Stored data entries
+--

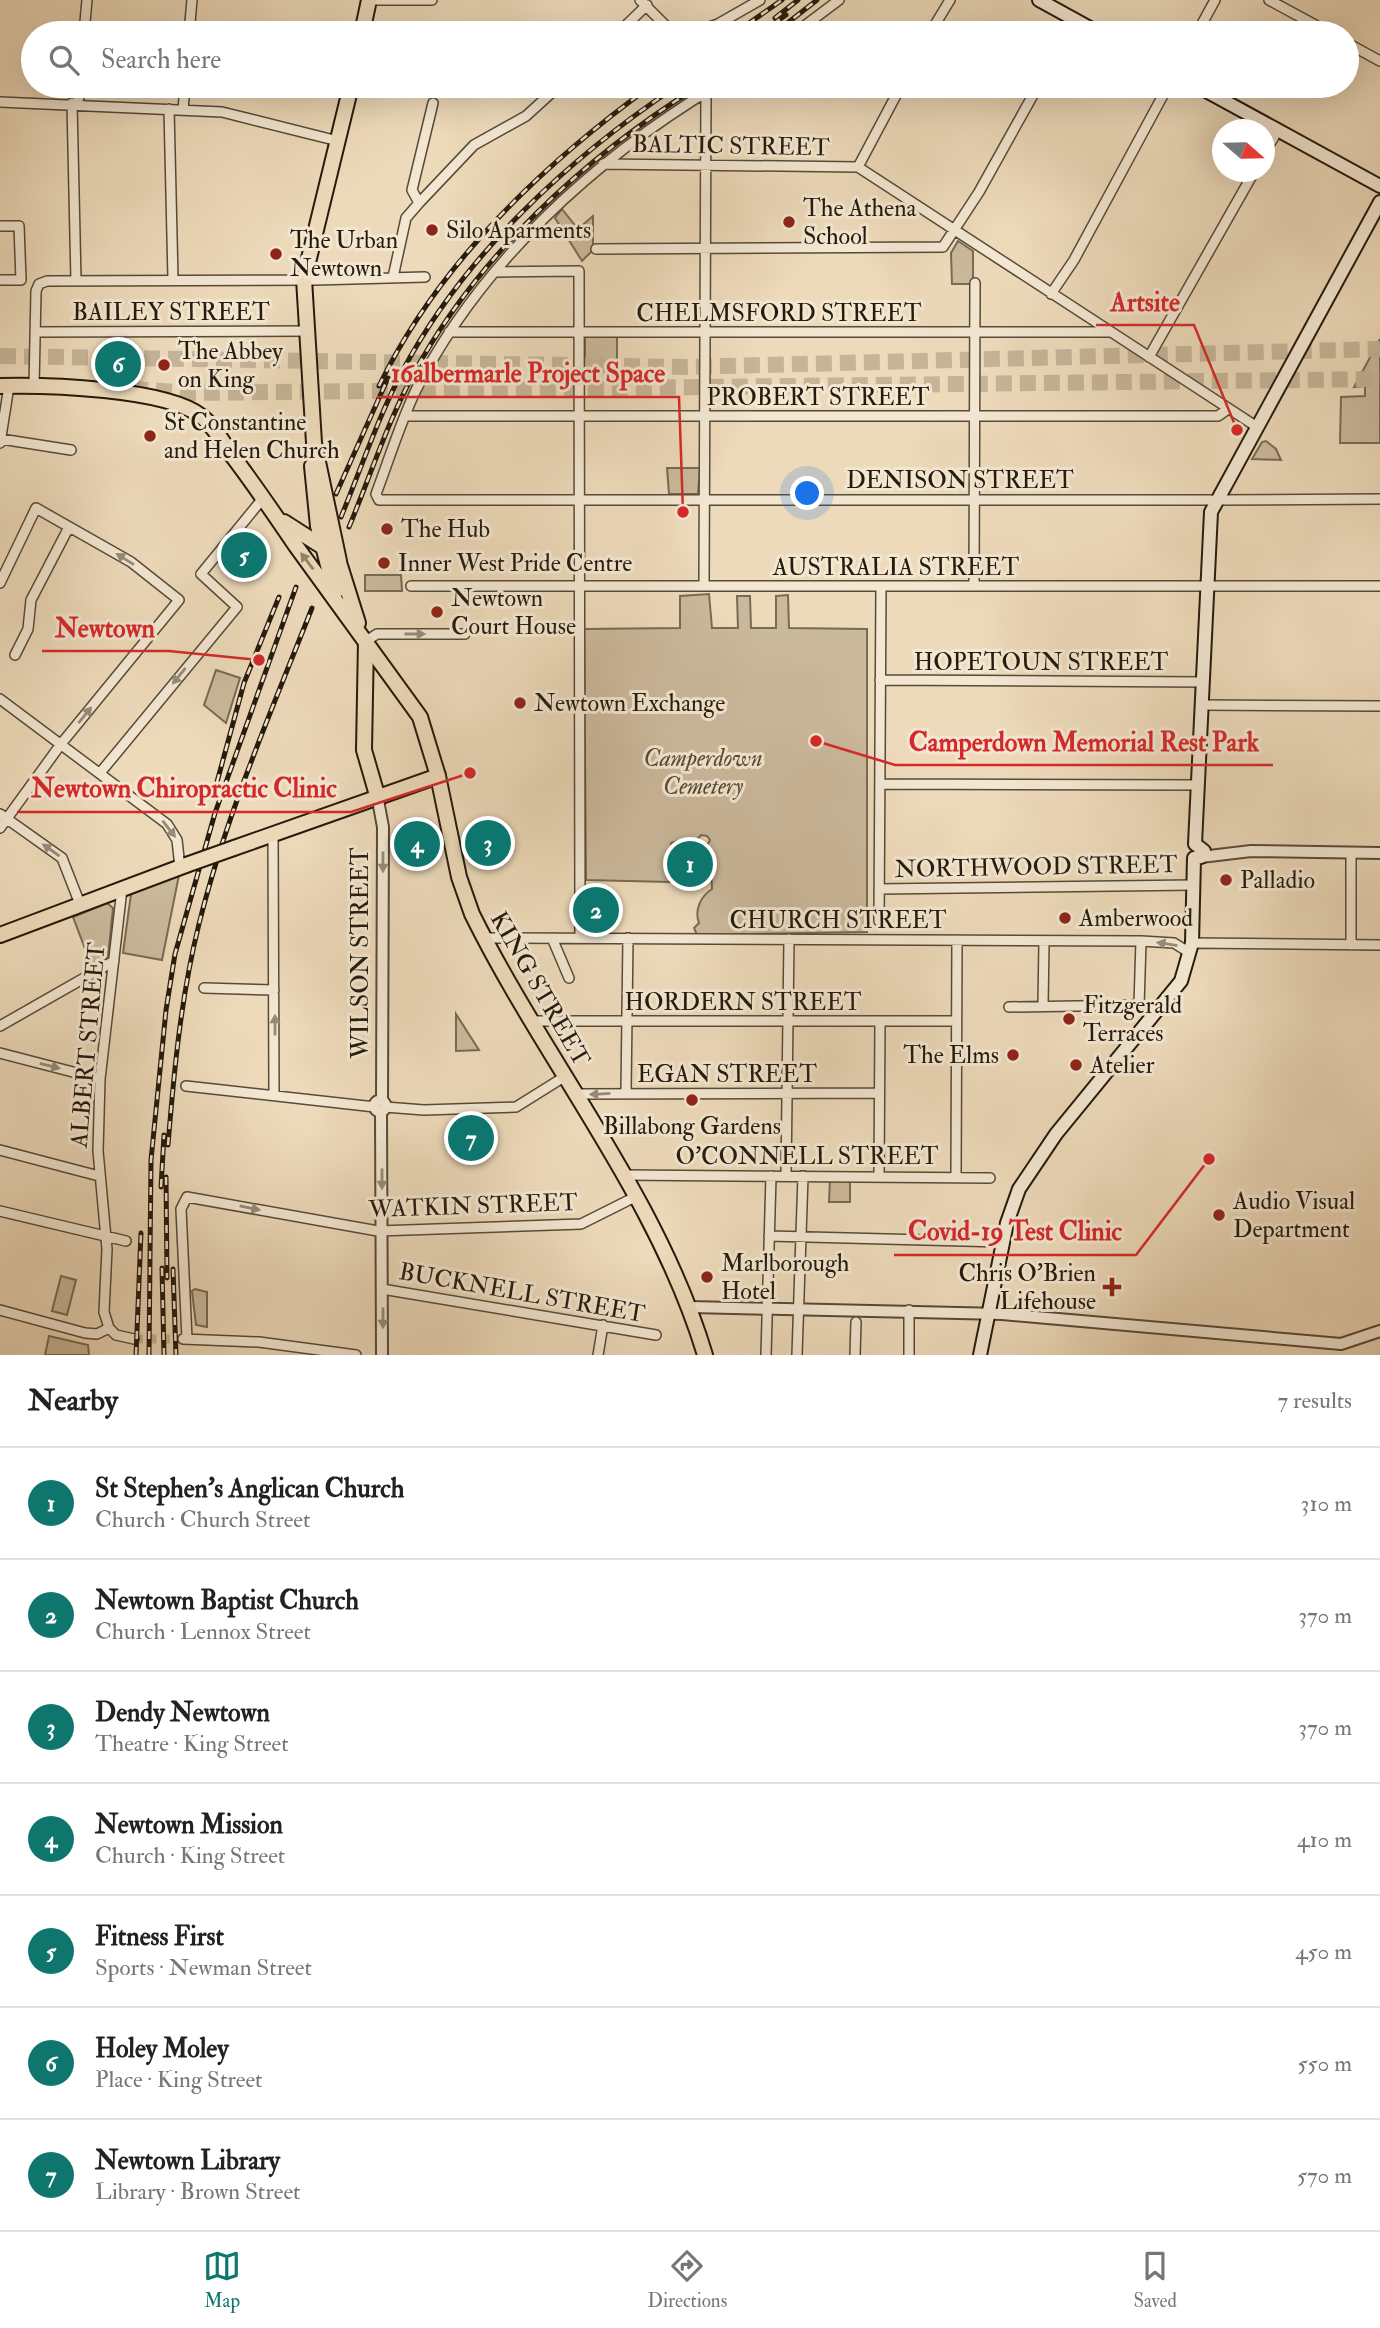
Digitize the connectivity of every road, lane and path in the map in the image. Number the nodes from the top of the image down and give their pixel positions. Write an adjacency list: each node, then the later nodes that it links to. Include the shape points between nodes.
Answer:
1 (87, 0): 13 (street)
2 (192, 0): 14 (street)
3 (369, 0): 4 (street); 15 (main road)
4 (432, 0)
5 (760, 0): 18 (street)
6 (839, 0): 19 (street)
7 (950, 0): 20 (street)
8 (1039, 0): 12 (main road)
9 (1215, 0): 21 (street)
10 (1269, 0): 22 (street)
11 (643, 2): 16 (street); 17 (street)
12 (1074, 20)
13 (85, 21)
14 (190, 21)
15 (365, 21)
16 (628, 21)
17 (661, 21)
18 (723, 21)
19 (811, 21)
20 (937, 21)
21 (1204, 21)
22 (1308, 21)
23 (1359, 50): 24 (street)
24 (1380, 61)
25 (76, 98): 36 (street)
26 (184, 98): 39 (street)
27 (348, 98): 41 (main road)
28 (546, 98): 48 (street, via 526,116 474,145)
29 (697, 98): 42 (street)
30 (706, 98): 43 (street)
31 (895, 98): 44 (street)
32 (1031, 98): 50 (street)
33 (1162, 98): 61 (street)
34 (1217, 98): 40 (main road)
35 (0, 102): 36 (street)
36 (75, 103): 38 (street); 59 (street)
37 (433, 103): 48 (street, via 412,190)
38 (169, 109): 39 (street); 56 (street)
39 (183, 110): 41 (street, via 238,114)
40 (1276, 133): 46 (main road)
41 (338, 141): 57 (main road)
42 (603, 164): 43 (street, BALTIC STREET); 53 (street)
43 (705, 165): 44 (street, BALTIC STREET); 52 (street)
44 (858, 167): 50 (street)
45 (1248, 182): 69 (street)
46 (1380, 186)
47 (1380, 202): 70 (main road)
48 (419, 203): 55 (street, via 406,218)
49 (0, 226): 58 (street, via 19,226 21,280)
50 (954, 231): 52 (street, via 943,247); 61 (street)
51 (596, 249): 52 (street)
52 (705, 249): 68 (street)
53 (495, 272): 64 (street); 65 (street, via 579,271)
54 (425, 276): 55 (street)
55 (393, 277): 57 (street)
56 (173, 279): 57 (street); 59 (street)
57 (304, 279): 62 (main road)
58 (0, 280)
59 (76, 281): 63 (street, via 39,284)
60 (975, 283): 66 (street)
61 (1051, 294): 67 (street)
62 (307, 331): 63 (street, BAILEY STREET); 80 (main road)
63 (36, 332): 72 (street)
64 (449, 332): 65 (street, CHELMSFORD STREET); 74 (street)
65 (579, 332): 68 (street, CHELMSFORD STREET); 75 (street)
66 (974, 332): 67 (street, CHELMSFORD STREET); 68 (street, CHELMSFORD STREET); 77 (street)
67 (1110, 332): 69 (street)
68 (705, 333): 76 (street)
69 (1149, 357): 73 (street)
70 (1290, 367): 78 (main road); 88 (main road)
71 (4, 386): 72 (main road, KING STREET); 79 (street)
72 (34, 386): 83 (main road, KING STREET, via 95,390 188,408 205,420)
73 (1228, 409): 77 (street, PROBERT STREET, via 1218,416); 78 (street)
74 (405, 416): 75 (street, PROBERT STREET); 86 (street, DENISON STREET, via 376,494 379,500)
75 (579, 416): 76 (street, PROBERT STREET); 86 (street)
76 (705, 416): 77 (street, PROBERT STREET); 84 (street)
77 (974, 416): 87 (street)
78 (1254, 425): 88 (main road)
79 (1, 439): 81 (street); 82 (street)
80 (314, 443): 91 (main road, via 312,467); 92 (main road)
81 (0, 445)
82 (71, 450)
83 (264, 497): 89 (main road, KING STREET); 112 (street, one-way to 112, via 201,574 236,604)
84 (705, 499): 86 (street, DENISON STREET); 87 (street, DENISON STREET); 95 (street)
85 (1380, 499): 88 (street, DENISON STREET)
86 (579, 500): 97 (street)
87 (974, 500): 88 (street, DENISON STREET); 99 (street)
88 (1214, 500): 93 (main road)
89 (280, 519): 91 (main road, KING STREET); 101 (main road, KING STREET, one-way to 89)
90 (69, 527): 94 (street, via 36,508); 104 (street, via 31,600 28,629); 110 (street, one-way to 90, via 179,600 131,562)
91 (322, 545): 92 (main road, KING STREET); 101 (main road)
92 (339, 561): 103 (main road, KING STREET)
93 (1206, 580): 99 (street, AUSTRALIA STREET); 100 (street, AUSTRALIA STREET); 106 (main road)
94 (0, 583)
95 (705, 585): 97 (street, AUSTRALIA STREET); 98 (street, AUSTRALIA STREET)
96 (411, 586): 97 (street, AUSTRALIA STREET)
97 (579, 586): 132 (street)
98 (881, 586): 99 (street, AUSTRALIA STREET); 105 (street)
99 (974, 586)
100 (1380, 586)
101 (336, 600): 103 (main road, KING STREET)
102 (465, 634): 103 (street, one-way to 102, via 377,634)
103 (365, 639): 111 (main road, WILSON STREET); 113 (main road, KING STREET, via 420,717)
104 (15, 656)
105 (880, 680): 106 (street, HOPETOUN STREET); 114 (street)
106 (1202, 682): 108 (main road)
107 (0, 699): 110 (street)
108 (1202, 705): 109 (street); 115 (main road)
109 (1380, 706)
110 (61, 744): 112 (street); 118 (street)
111 (363, 750): 116 (main road, WILSON STREET); 117 (main road, via 362,785)
112 (100, 773): 124 (street, one-way to 124, via 171,827)
113 (438, 776): 116 (main road); 133 (main road, KING STREET, via 459,877)
114 (880, 784): 115 (street); 126 (street)
115 (1198, 785): 121 (main road)
116 (377, 795): 117 (main road); 163 (street, WILSON STREET, one-way to 163, via 383,827)
117 (355, 803): 120 (main road)
118 (3, 817): 119 (street); 128 (street, one-way to 118, via 62,858)
119 (0, 828)
120 (273, 833): 124 (main road, bridge); 145 (street)
121 (1198, 851): 122 (street); 125 (main road)
122 (1351, 853): 123 (street); 139 (street)
123 (1380, 853)
124 (183, 866): 127 (main road)
125 (1194, 885): 126 (street, NORTHWOOD STREET); 141 (main road)
126 (879, 888): 129 (street)
127 (121, 889): 128 (main road); 142 (street, ALBERT STREET)
128 (80, 904): 130 (main road)
129 (879, 920)
130 (0, 935)
131 (552, 937): 132 (street, CHURCH STREET); 133 (street, CHURCH STREET); 143 (street)
132 (580, 937): 134 (street, CHURCH STREET)
133 (483, 938): 148 (main road, KING STREET)
134 (628, 938): 135 (street, CHURCH STREET); 149 (street)
135 (789, 939): 136 (street, CHURCH STREET); 150 (street)
136 (957, 940): 138 (street, CHURCH STREET); 152 (street)
137 (1141, 941): 138 (street, CHURCH STREET); 141 (street, CHURCH STREET, one-way to 137); 146 (street, via 1139,1005)
138 (1044, 942): 146 (street)
139 (1351, 945): 140 (street, CHURCH STREET); 141 (street, CHURCH STREET)
140 (1380, 945)
141 (1191, 948): 180 (main road, via 1177,987 1034,1164 1019,1189)
142 (114, 961): 153 (street); 156 (street, ALBERT STREET)
143 (569, 978)
144 (204, 988): 145 (street)
145 (274, 990): 160 (street, one-way to 145)
146 (1043, 1005): 147 (street)
147 (1009, 1007)
148 (531, 1021): 149 (street, HORDERN STREET); 155 (main road, KING STREET)
149 (627, 1021): 150 (street, HORDERN STREET); 158 (street)
150 (788, 1021): 151 (street, HORDERN STREET); 162 (street)
151 (880, 1021): 152 (street, HORDERN STREET); 159 (street)
152 (955, 1021): 171 (street)
153 (0, 1026)
154 (0, 1053): 156 (street, one-way to 156)
155 (564, 1077): 161 (main road, KING STREET); 163 (street, via 516,1107 424,1110)
156 (100, 1079): 166 (street, ALBERT STREET)
157 (186, 1086): 160 (street)
158 (626, 1092): 161 (street, EGAN STREET, one-way to 161); 162 (street, EGAN STREET)
159 (879, 1093): 162 (street, EGAN STREET); 170 (street)
160 (274, 1094): 163 (street)
161 (574, 1094): 165 (main road, KING STREET)
162 (787, 1094): 168 (street)
163 (381, 1106): 175 (street, WILSON STREET, one-way to 175)
164 (0, 1150): 166 (street)
165 (624, 1175): 167 (street, O'CONNELL STREET); 173 (main road, KING STREET)
166 (99, 1176): 177 (street, ALBERT STREET)
167 (771, 1176): 168 (street, O'CONNELL STREET); 176 (street)
168 (786, 1176): 169 (street, O'CONNELL STREET)
169 (803, 1176): 170 (street, O'CONNELL STREET); 178 (street)
170 (879, 1176): 171 (street, O'CONNELL STREET)
171 (956, 1176): 172 (street, O'CONNELL STREET)
172 (990, 1178)
173 (635, 1197): 175 (street, WATKIN STREET, via 581,1224); 182 (main road, KING STREET)
174 (0, 1211): 177 (street)
175 (382, 1231): 181 (street, WILSON STREET); 194 (street, WATKIN STREET, one-way to 175, via 259,1342 184,1339 181,1209 184,1199 191,1196)
176 (769, 1236): 178 (street); 183 (street)
177 (105, 1237): 179 (street); 190 (street, ALBERT STREET, via 104,1312)
178 (801, 1237): 180 (street); 184 (street)
179 (126, 1241)
180 (1003, 1242): 187 (main road)
181 (382, 1289): 189 (street, BUCKNELL STREET); 195 (street, WILSON STREET, one-way to 195)
182 (690, 1307): 183 (street); 197 (main road, KING STREET)
183 (768, 1307): 184 (street); 198 (street)
184 (799, 1307): 186 (street); 199 (street)
185 (0, 1310): 190 (street, via 85,1333)
186 (909, 1310): 187 (street); 201 (street)
187 (988, 1313): 191 (street, via 1341,1344); 202 (main road)
188 (856, 1322): 200 (street)
189 (603, 1325): 192 (street, BUCKNELL STREET); 196 (street)
190 (109, 1328): 193 (street)
191 (1380, 1331)
192 (656, 1335)
193 (134, 1339)
194 (356, 1355)
195 (382, 1355)
196 (598, 1355)
197 (705, 1355)
198 (766, 1355)
199 (797, 1355)
200 (855, 1355)
201 (908, 1355)
202 (980, 1355)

+--

TASK PROMPT:
Based on the entries above, give the number of lines with the string "HORDERN" and no further text.

ANSWER TO THIS EXERCISE:
4